Maria Storm married Jacob Adams, the son of an Englishman. His family had lived for generations in a lovely portion of the Midlands called Shropshire, but you can’t eat even the prettiest landscape. Today Shropshire is officially touted as having “hills of outstanding beauty,” but that’s just Chamber of Commerce-type poppycock. It’s still a rural, sparsely populated backwater. Its official flower is the round-leafed sundew, which grows in bogs and eats bugs.
Bogs. Carnivorous plants. Abysmal poverty. Whee.
Photo by Jan Raes
Jacob’s grandfather William had been born in 1700, and his grandmother Jane first saw light in a soggy bit of Shropshire called Waters Upton in 1708. His father Thomas (born 1735) crossed over to the colonies looking for a more prosperous life. He found it, and a German-born bride named Magdalena, in Pennsylvania. He was only nineteen, and she about thirteen years older when they wed. But Magdalena proved to be one tough cookie, and I’m proud to be her offshoot.

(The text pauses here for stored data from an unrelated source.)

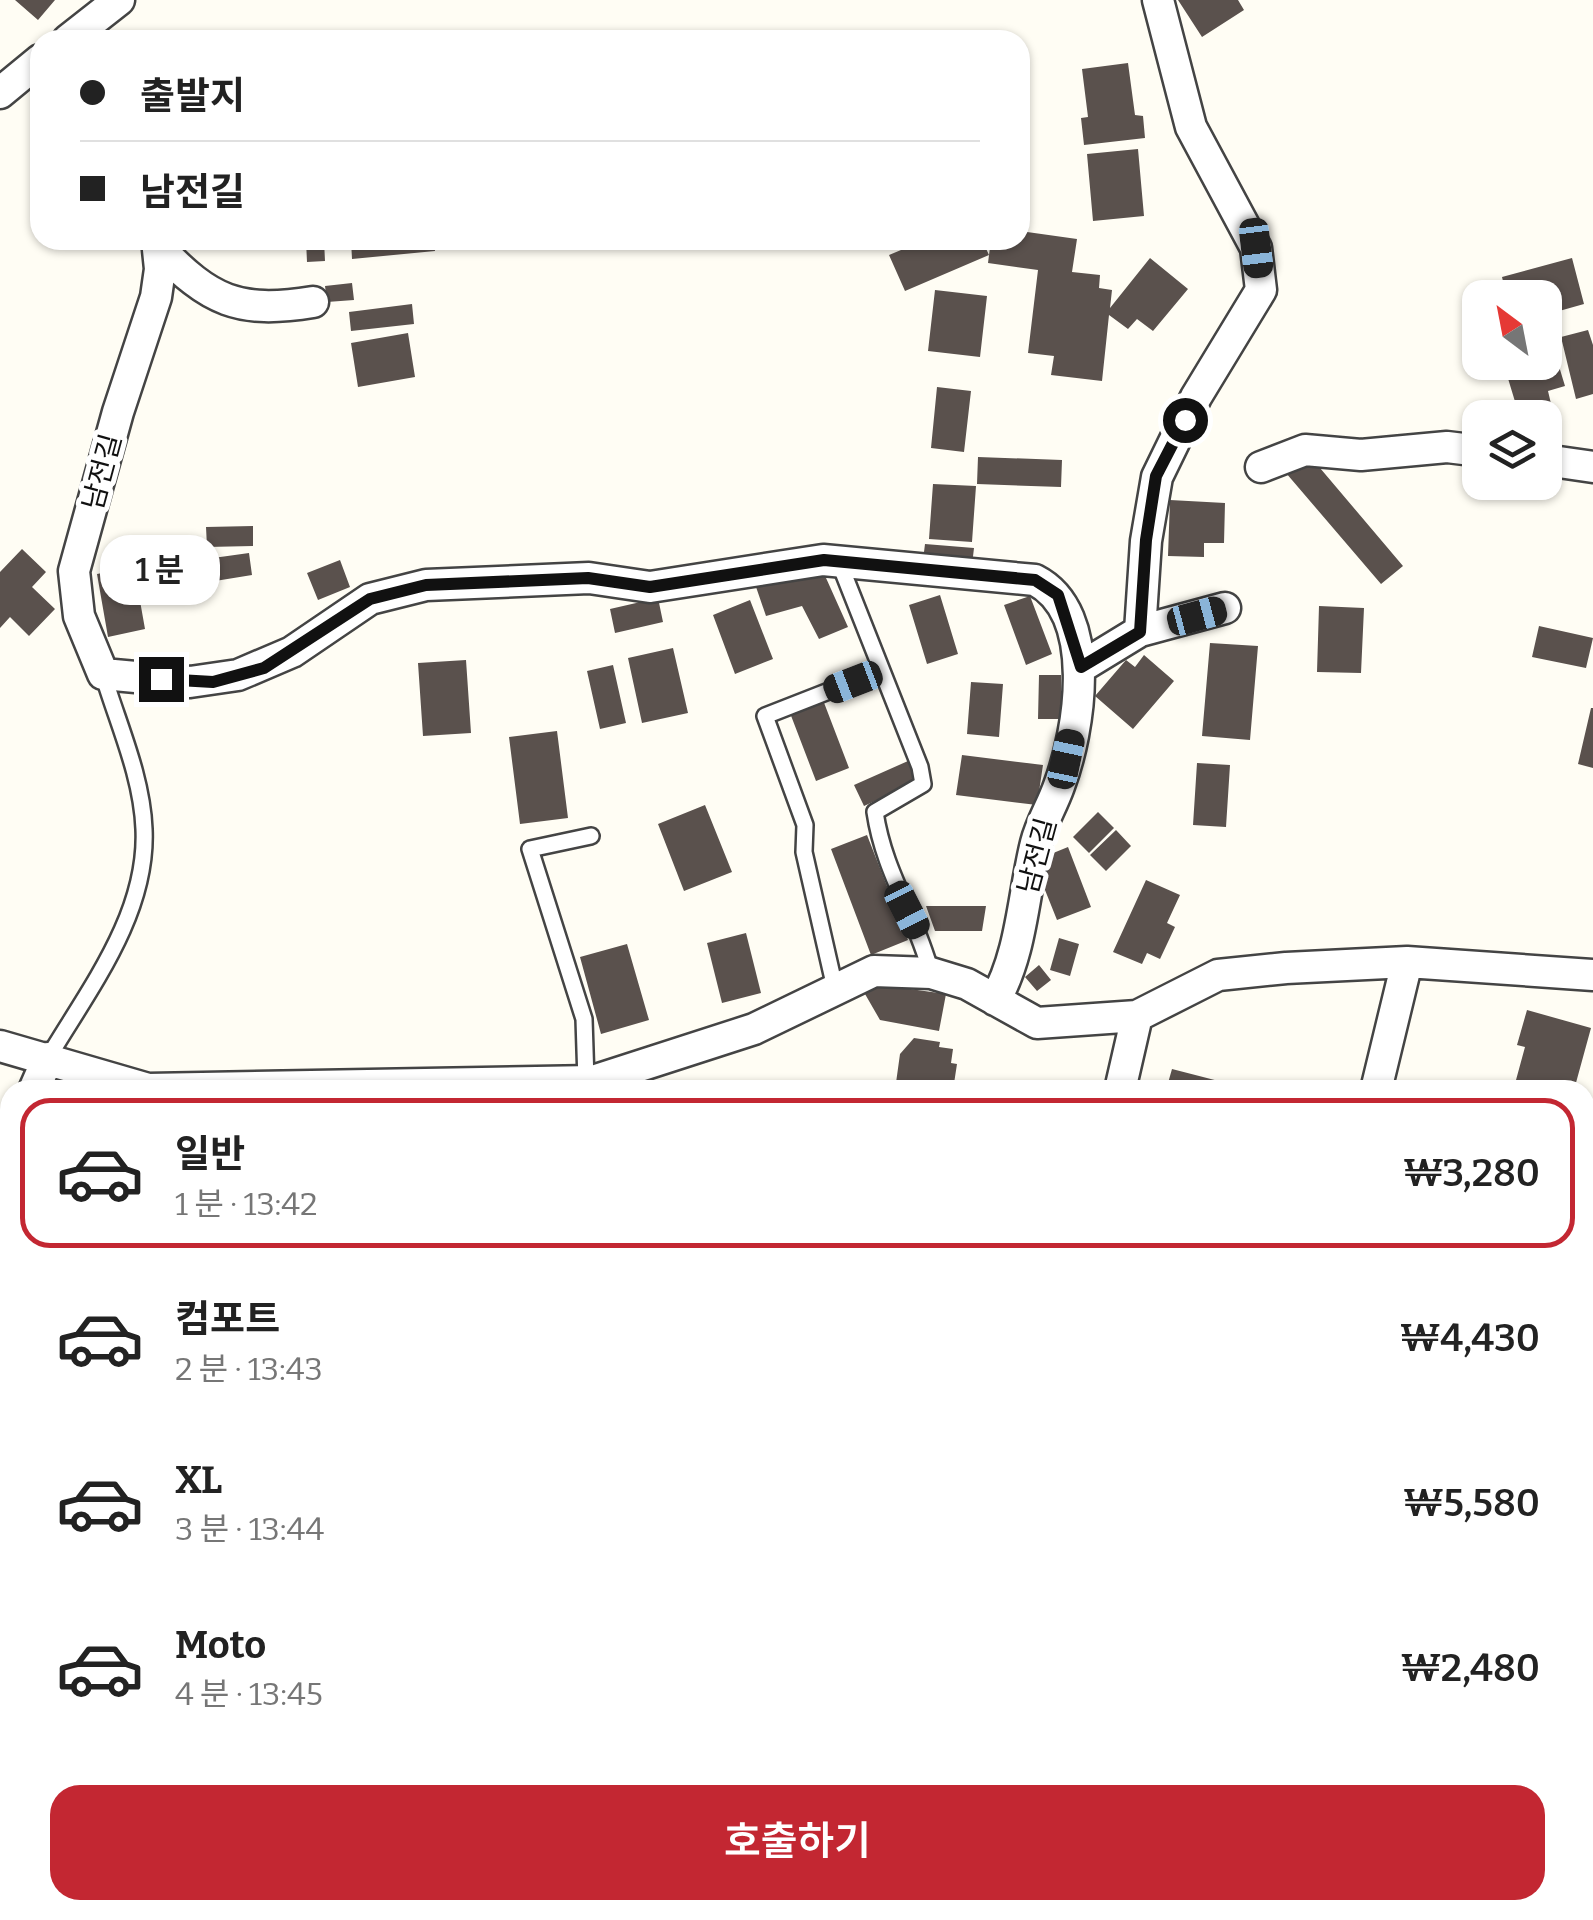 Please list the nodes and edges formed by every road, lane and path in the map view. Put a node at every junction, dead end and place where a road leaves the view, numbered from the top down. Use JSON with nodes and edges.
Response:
{"nodes":[{"id":1,"x":120,"y":0,"type":"edge"},
{"id":2,"x":1158,"y":0,"type":"edge"},
{"id":3,"x":85,"y":30,"type":"edge"},
{"id":4,"x":30,"y":68,"type":"edge"},
{"id":5,"x":0,"y":93,"type":"edge"},
{"id":6,"x":158,"y":250,"type":"edge"},
{"id":7,"x":163,"y":250,"type":"edge"},
{"id":8,"x":313,"y":302,"type":"dead end"},
{"id":9,"x":1462,"y":449,"type":"edge"},
{"id":10,"x":1562,"y":462,"type":"edge"},
{"id":11,"x":1593,"y":466,"type":"edge"},
{"id":12,"x":1261,"y":468,"type":"dead end"},
{"id":13,"x":839,"y":562,"type":"junction"},
{"id":14,"x":1225,"y":608,"type":"dead end"},
{"id":15,"x":1140,"y":632,"type":"junction"},
{"id":16,"x":1081,"y":667,"type":"junction"},
{"id":17,"x":880,"y":671,"type":"junction"},
{"id":18,"x":103,"y":674,"type":"junction"},
{"id":19,"x":592,"y":836,"type":"dead end"},
{"id":20,"x":1407,"y":962,"type":"junction"},
{"id":21,"x":931,"y":973,"type":"junction"},
{"id":22,"x":1593,"y":976,"type":"edge"},
{"id":23,"x":836,"y":988,"type":"junction"},
{"id":24,"x":995,"y":1000,"type":"junction"},
{"id":25,"x":1137,"y":1016,"type":"junction"},
{"id":26,"x":0,"y":1046,"type":"edge"},
{"id":27,"x":48,"y":1058,"type":"junction"},
{"id":28,"x":38,"y":1080,"type":"edge"},
{"id":29,"x":106,"y":1080,"type":"edge"},
{"id":30,"x":586,"y":1080,"type":"edge"},
{"id":31,"x":592,"y":1080,"type":"edge"},
{"id":32,"x":1122,"y":1080,"type":"edge"},
{"id":33,"x":1378,"y":1080,"type":"edge"}],
"edges":[{"from":1,"to":3,"type":"street"},
{"from":2,"to":15,"type":"street"},
{"from":4,"to":5,"type":"street"},
{"from":6,"to":18,"type":"street","name":"남전길"},
{"from":7,"to":8,"type":"street"},
{"from":9,"to":12,"type":"street"},
{"from":10,"to":11,"type":"street"},
{"from":13,"to":16,"type":"street","name":"남전길"},
{"from":13,"to":17,"type":"lane"},
{"from":13,"to":18,"type":"street","name":"남전길"},
{"from":14,"to":15,"type":"street"},
{"from":15,"to":16,"type":"street"},
{"from":16,"to":24,"type":"street","name":"남전길"},
{"from":17,"to":21,"type":"lane"},
{"from":17,"to":23,"type":"lane"},
{"from":18,"to":27,"type":"lane"},
{"from":19,"to":30,"type":"lane"},
{"from":20,"to":22,"type":"street"},
{"from":20,"to":25,"type":"street"},
{"from":20,"to":33,"type":"street"},
{"from":21,"to":23,"type":"street"},
{"from":21,"to":24,"type":"street"},
{"from":23,"to":31,"type":"street"},
{"from":24,"to":25,"type":"street"},
{"from":25,"to":32,"type":"street"},
{"from":26,"to":27,"type":"street"},
{"from":27,"to":28,"type":"street"},
{"from":27,"to":29,"type":"street"}]}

Thomas Ignatius Adams was no slouch himself. In 1756, when he was 21, he purchased 118 acres of prime Conewago Township land that became known as “Adams Choice.” First he built his family a log cabin, and eventually replaced it with a brick farmhouse. He and Magdalena provided their nine children with at least eight beds, cooked their meals on two five-plate iron stoves, and had a “Walnut Dyning Table” to sit their pewter dinnerware on. For special occasions, food was served in “Delf Bowls” (from the Netherlands); when not in use, the crockery was stored in a corner “cubart.” They also had a clock, a looking glass, and a few books.
The farm itself flourished: Fields waving with wheat, barley and rye, and pastures supporting 11 horses, 25 cows, two steers, three bulls, 28 sheep, four lambs and 10 shoats.
The new land was good to Thomas, and he loved it enough to fight for it. Old records credit him with both “Provincial and Revolutionary Service”. According to the National Archives, Captain Adams served in one of the ”Three Independent Companies and First Regiment of Maryland Regulars in the Service of the United Colonies commanded by Colonel Smallwood in September and October 1776.”
Alas, Thomas’s career as a Patriot was short. He died on 5 December 1776. Was he wounded in action? Did he die from a farm accident, or merely catch a bad cold? I can’t find his cause of death anywhere.
This Shropshire-born man’s slate tombstone was, oddly, inscribed in German. I suppose Magdalena wanted to remind her Germanic neighbors of her late husband’s piety. This is an English translation of his epitaph: Now my struggle has come to an end. My run is complete. I go to my Jesus and say to you all good night.